╭──

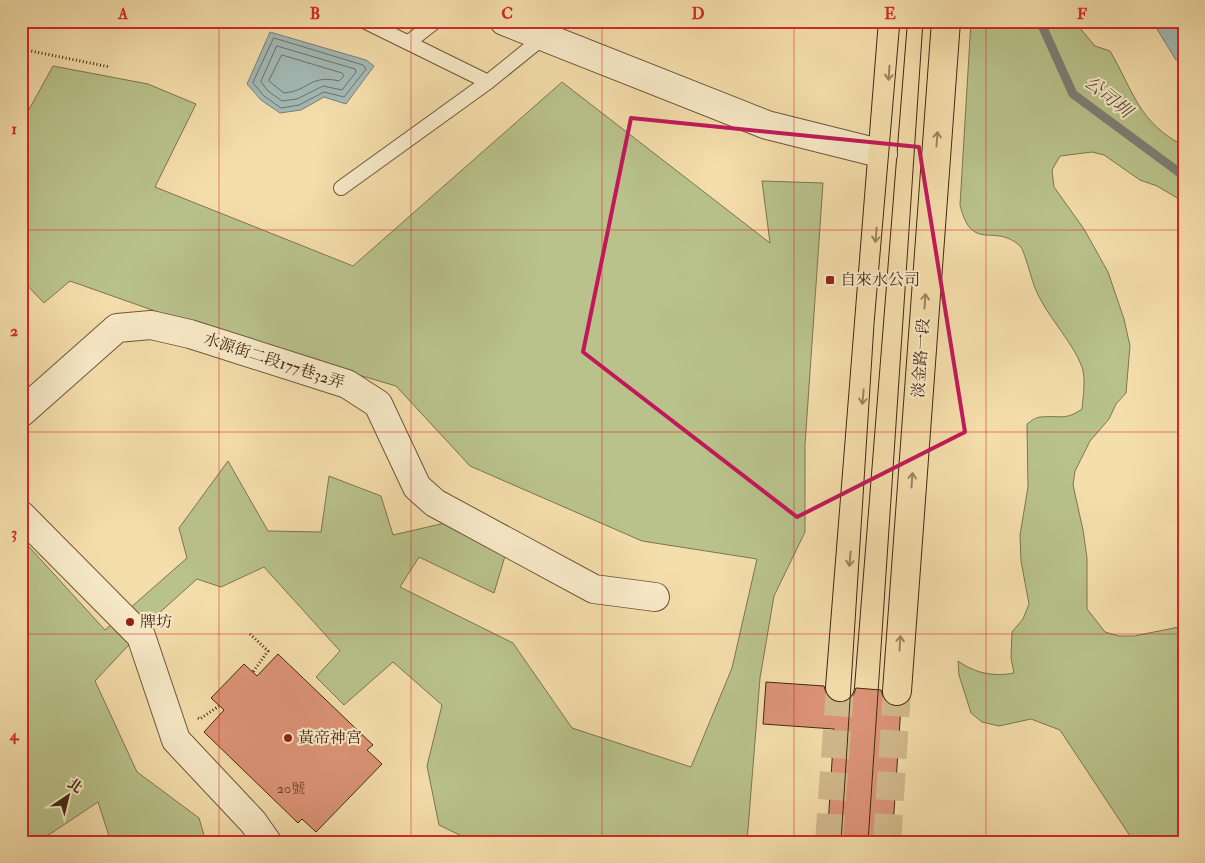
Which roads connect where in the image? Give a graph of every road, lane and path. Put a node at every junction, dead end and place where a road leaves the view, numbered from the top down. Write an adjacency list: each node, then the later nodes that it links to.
1 (364, 21): 7 (lane)
2 (436, 21): 7 (lane)
3 (504, 21): 6 (street)
4 (893, 23): 11 (main road, one-way to 11)
5 (946, 24): 19 (main road, 淡金路一段, one-way to 5)
6 (545, 36): 10 (lane); 11 (street)
7 (409, 42): 10 (lane)
8 (21, 49): 9 (path)
9 (110, 67)
10 (488, 82): 12 (lane)
11 (883, 154): 18 (main road, one-way to 18)
12 (341, 188)
13 (21, 414): 15 (street, 水源街二段177巷32弄)
14 (21, 515): 22 (street)
15 (655, 597)
16 (250, 634): 17 (path)
17 (252, 672)
18 (840, 687)
19 (897, 691)
20 (219, 706): 21 (path)
21 (195, 714)
22 (267, 842)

╰──

### Prompt
Please set down every record above exactly as it appears, leaving out the pictures.

### Task result
Which roads connect where in the image? Give a graph of every road, lane and path. Put a node at every junction, dead end and place where a road leaves the view, numbered from the top down. Write an adjacency list: each node, then the later nodes that it links to.
1 (364, 21): 7 (lane)
2 (436, 21): 7 (lane)
3 (504, 21): 6 (street)
4 (893, 23): 11 (main road, one-way to 11)
5 (946, 24): 19 (main road, 淡金路一段, one-way to 5)
6 (545, 36): 10 (lane); 11 (street)
7 (409, 42): 10 (lane)
8 (21, 49): 9 (path)
9 (110, 67)
10 (488, 82): 12 (lane)
11 (883, 154): 18 (main road, one-way to 18)
12 (341, 188)
13 (21, 414): 15 (street, 水源街二段177巷32弄)
14 (21, 515): 22 (street)
15 (655, 597)
16 (250, 634): 17 (path)
17 (252, 672)
18 (840, 687)
19 (897, 691)
20 (219, 706): 21 (path)
21 (195, 714)
22 (267, 842)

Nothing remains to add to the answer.